Beaglebone Black NTP/GPS Server, Temperature Compensation part 2
See the Part 1 of Temperature Compensation or the hardware setup
Overview
In part 1, I did a trial run of chrony's temperature compensation and got a pretty good result. In this part, I collected more data on how temperature affected my system's clock.
The data
Letting the system run for a few days and collecting the temperature and local clock frequency every 60 seconds, I get a pretty good relationship between the two using a quadratic forumla fit (0.117 ppm root mean squared error):
The problem is, that isn't all the data. That's only data above 21C. My system has a wierd kink in the data at 21C:
I've found an equation that somewhat fits the data: f(x) = -abs(a * (x - 20.88)) + b * ((x - 20.88)**2) + c * ((x - 20.88)**3)

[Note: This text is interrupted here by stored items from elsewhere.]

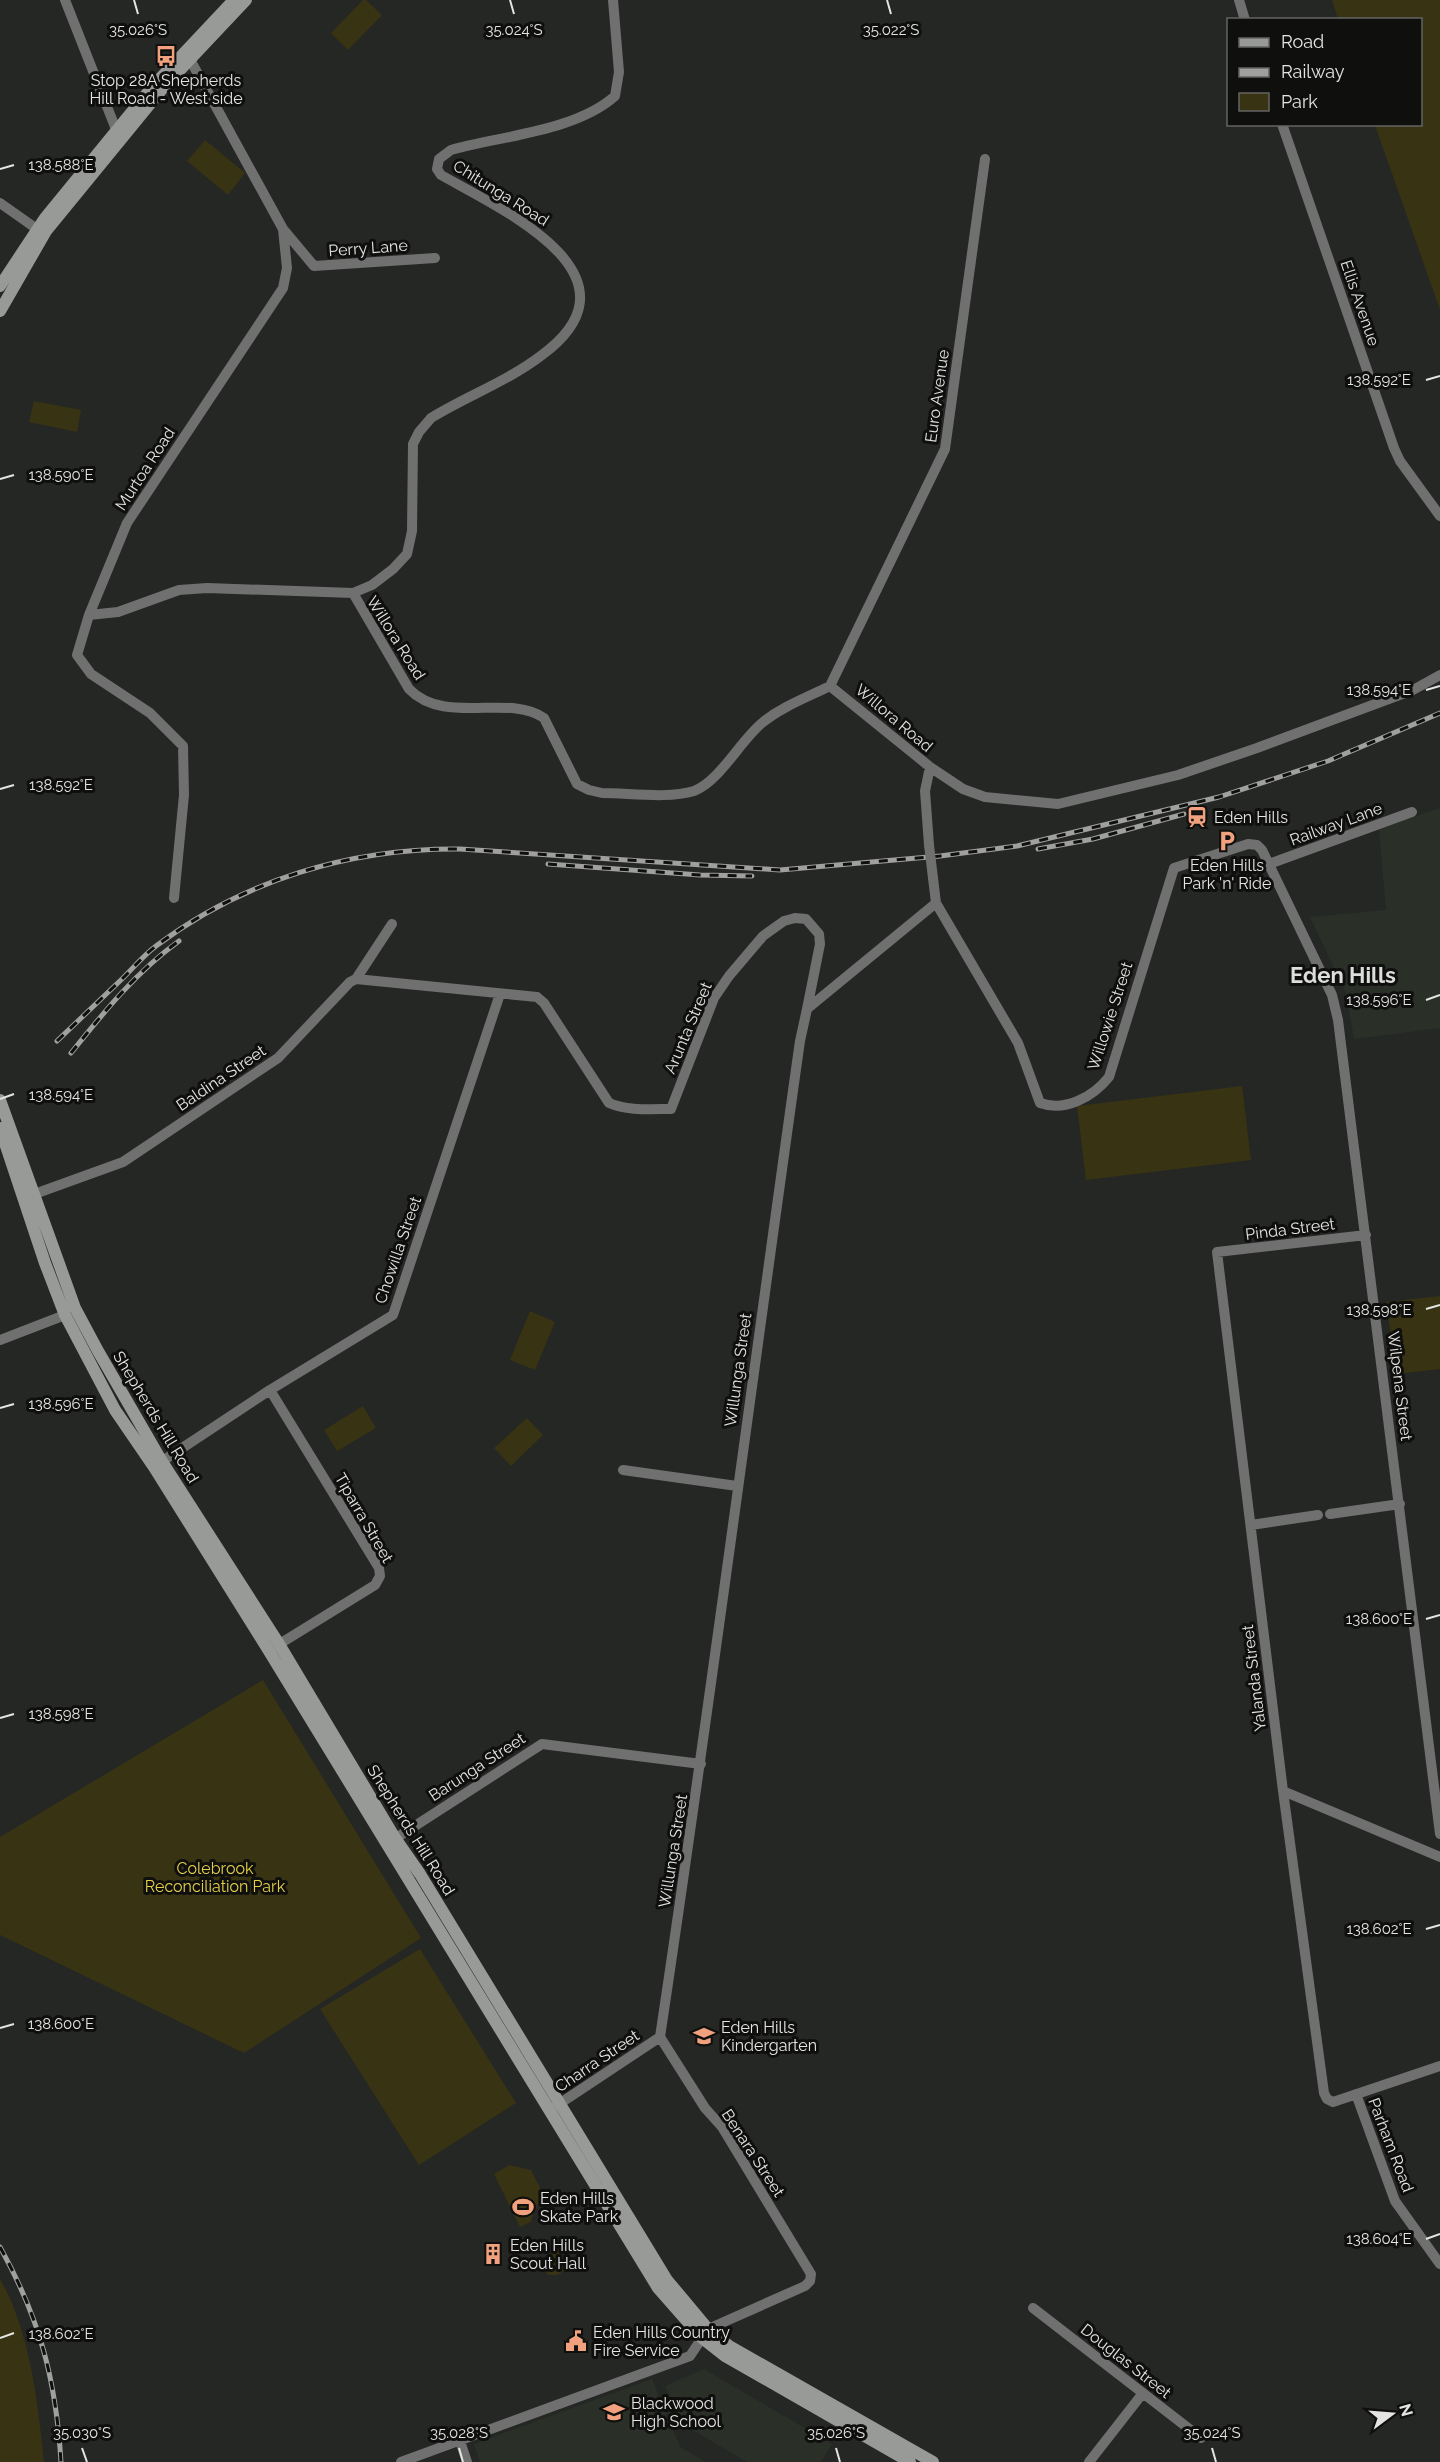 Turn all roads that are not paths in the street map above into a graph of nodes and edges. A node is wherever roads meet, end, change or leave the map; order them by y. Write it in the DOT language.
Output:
graph roads {
  1 [pos="65,0"];
  2 [pos="234,0"];
  3 [pos="246,0"];
  4 [pos="613,0"];
  5 [pos="1239,0"];
  6 [pos="1244,18"];
  7 [pos="188,55"];
  8 [pos="1283,126"];
  9 [pos="119,137"];
  10 [pos="985,159"];
  11 [pos="0,203"];
  12 [pos="283,229"];
  13 [pos="40,231"];
  14 [pos="435,258"];
  15 [pos="0,286"];
  16 [pos="0,311"];
  17 [pos="1440,516"];
  18 [pos="353,593"];
  19 [pos="89,615"];
  20 [pos="1440,675"];
  21 [pos="831,686"];
  22 [pos="930,767"];
  23 [pos="1412,812"];
  24 [pos="1262,850"];
  25 [pos="1269,864"];
  26 [pos="174,898"];
  27 [pos="936,903"];
  28 [pos="392,924"];
  29 [pos="356,979"];
  30 [pos="500,994"];
  31 [pos="807,1009"];
  32 [pos="0,1100"];
  33 [pos="0,1128"];
  34 [pos="28,1196"];
  35 [pos="1366,1234"];
  36 [pos="1217,1252"];
  37 [pos="65,1315"];
  38 [pos="0,1340"];
  39 [pos="270,1390"];
  40 [pos="158,1464"];
  41 [pos="623,1470"];
  42 [pos="737,1486"];
  43 [pos="1400,1504"];
  44 [pos="1330,1514"];
  45 [pos="1318,1515"];
  46 [pos="1251,1525"];
  47 [pos="274,1648"];
  48 [pos="701,1764"];
  49 [pos="1283,1791"];
  50 [pos="1440,1834"];
  51 [pos="390,1841"];
  52 [pos="1440,1857"];
  53 [pos="660,2037"];
  54 [pos="1440,2066"];
  55 [pos="1356,2094"];
  56 [pos="555,2106"];
  57 [pos="1440,2264"];
  58 [pos="1033,2308"];
  59 [pos="705,2333"];
  60 [pos="1143,2393"];
  61 [pos="1201,2438"];
  62 [pos="460,2441"];
  63 [pos="401,2462"];
  64 [pos="467,2462"];
  65 [pos="910,2462"];
  66 [pos="933,2462"];
  67 [pos="1089,2462"];
  1 -- 9 [label="street"];
  2 -- 7 [label="main road"];
  3 -- 7 [label="main road"];
  4 -- 18 [label="street, Chitunga Road"];
  5 -- 6 [label="street"];
  7 -- 9 [label="main road"];
  7 -- 12 [label="street, Murtoa Road"];
  8 -- 17 [label="street, Ellis Avenue"];
  9 -- 13 [label="main road"];
  10 -- 21 [label="street, Euro Avenue"];
  11 -- 13 [label="street"];
  12 -- 14 [label="street, Perry Lane"];
  12 -- 19 [label="street, Murtoa Road"];
  13 -- 15 [label="main road"];
  13 -- 16 [label="main road"];
  18 -- 19 [label="street, Willora Road"];
  18 -- 21 [label="street, Willora Road"];
  19 -- 26 [label="street, Murtoa Road"];
  20 -- 22 [label="street, Willora Road"];
  21 -- 22 [label="street, Willora Road"];
  22 -- 27 [label="street, bridge"];
  23 -- 25 [label="street, Railway Lane"];
  24 -- 25 [label="street, Wilpena Street"];
  24 -- 27 [label="street, Willowie Street"];
  25 -- 35 [label="street, Wilpena Street"];
  27 -- 31 [label="street"];
  28 -- 29 [label="street, Baldina Street"];
  29 -- 30 [label="street"];
  29 -- 34 [label="street, Baldina Street"];
  30 -- 31 [label="street, Arunta Street"];
  30 -- 39 [label="street, Chowilla Street"];
  31 -- 42 [label="street, Willunga Street"];
  32 -- 34 [label="main road, Shepherds Hill Road"];
  33 -- 34 [label="main road, Shepherds Hill Road"];
  34 -- 37 [label="main road, Shepherds Hill Road"];
  34 -- 40 [label="main road, Shepherds Hill Road"];
  35 -- 36 [label="street, Pinda Street"];
  35 -- 43 [label="street, Wilpena Street"];
  36 -- 46 [label="street, Yalanda Street"];
  37 -- 38 [label="street"];
  37 -- 40 [label="main road, Shepherds Hill Road"];
  39 -- 40 [label="street, Chowilla Street"];
  39 -- 47 [label="street, Tiparra Street"];
  40 -- 47 [label="main road, Shepherds Hill Road"];
  41 -- 42 [label="street"];
  42 -- 48 [label="street, Willunga Street"];
  43 -- 44 [label="street"];
  43 -- 50 [label="street, Wilpena Street"];
  45 -- 46 [label="street"];
  46 -- 49 [label="street, Yalanda Street"];
  47 -- 51 [label="main road, Shepherds Hill Road"];
  48 -- 51 [label="street, Barunga Street"];
  48 -- 53 [label="street, Willunga Street"];
  49 -- 52 [label="street"];
  49 -- 55 [label="street, Yalanda Street"];
  51 -- 56 [label="main road, Shepherds Hill Road"];
  53 -- 56 [label="street, Charra Street"];
  53 -- 59 [label="street, Benara Street"];
  54 -- 55 [label="street"];
  55 -- 57 [label="street, Parham Road"];
  56 -- 59 [label="main road, Shepherds Hill Road"];
  58 -- 60 [label="street, Douglas Street"];
  59 -- 62 [label="street"];
  59 -- 65 [label="main road, Shepherds Hill Road"];
  59 -- 66 [label="main road, Shepherds Hill Road"];
  60 -- 61 [label="street, Douglas Street"];
  60 -- 67 [label="street"];
  62 -- 63 [label="street"];
  62 -- 64 [label="street"];
}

. But it isn't a very satisfying fit, as it looks like it'll add more errors as the temperatures go down even further.
All the information I can find online about the expected relationship between temperature and crystal oscillators show what looks like a three degree polynomial graph. This data doesn't fit that expectation very well.
Additional data
These are the latest graphs for this system. This graph is the system behavior over time.
Two things to notice: First is the right-hand axis is flipped to make it easier to see the relationship. Second is the wierd spike up in frequency every time the temperature goes down cools below 21C and the spike down when it warms above 21C.

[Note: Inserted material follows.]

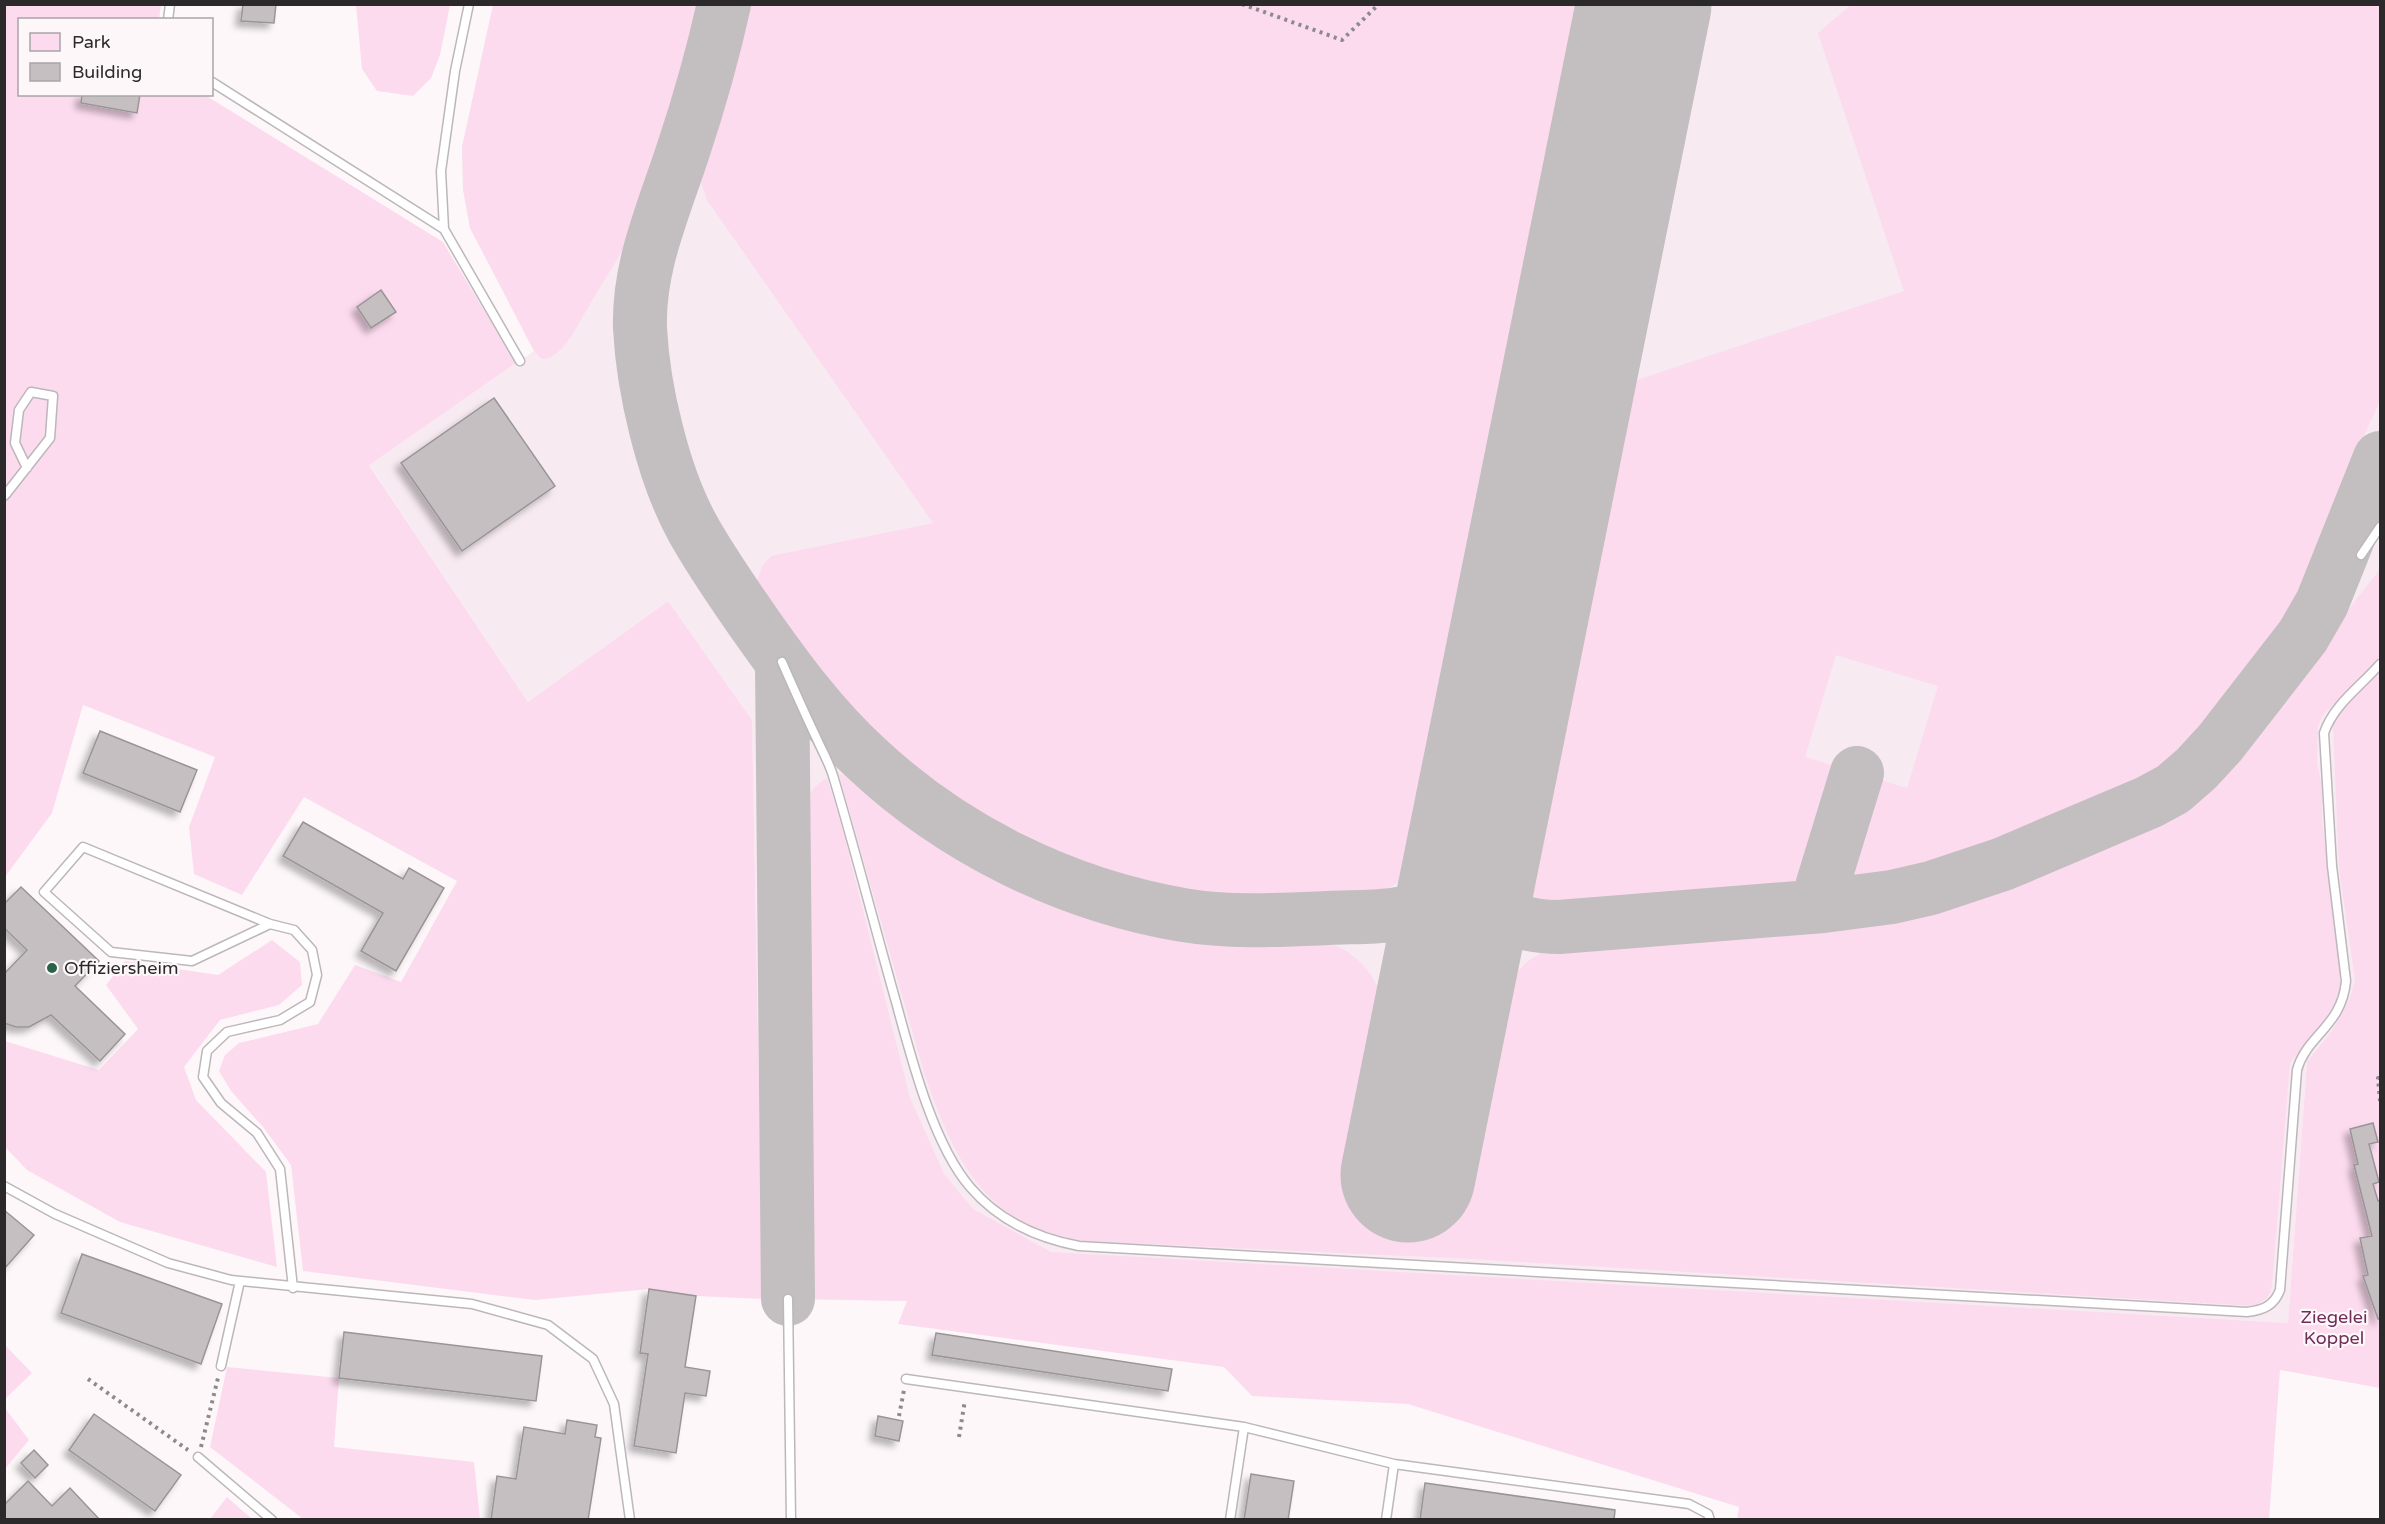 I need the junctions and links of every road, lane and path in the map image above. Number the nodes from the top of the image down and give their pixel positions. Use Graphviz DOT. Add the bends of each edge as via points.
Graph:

Next graph is the average, minimum and maximum frequency at each temperature measurement.
To go along with this, a graph showing the the difference between maximum and minimum frequencies at each temperature.
Using the assumption that the best I'll be able to do for a holdover clock with this hardware is 1/2 the error from min to max frequency, that's a worst case of 700 ppb. That's 2.5ms/hr which is ok but not great.
Future plans
It's looking more like additional hardware will be needed for more accuracy. It looks like the hardware support is there for an external clock. The BBB's TCLKIN pin is available (which should be able to handle up to ~25mhz) and I've already put the PPS pin on Timer4's capture pin. Right now, it looks like the Linux kernel doesn't have support for the timer capture hardware in the PPS infrastructure or the ability to use TCLKIN, but the hardware support is there.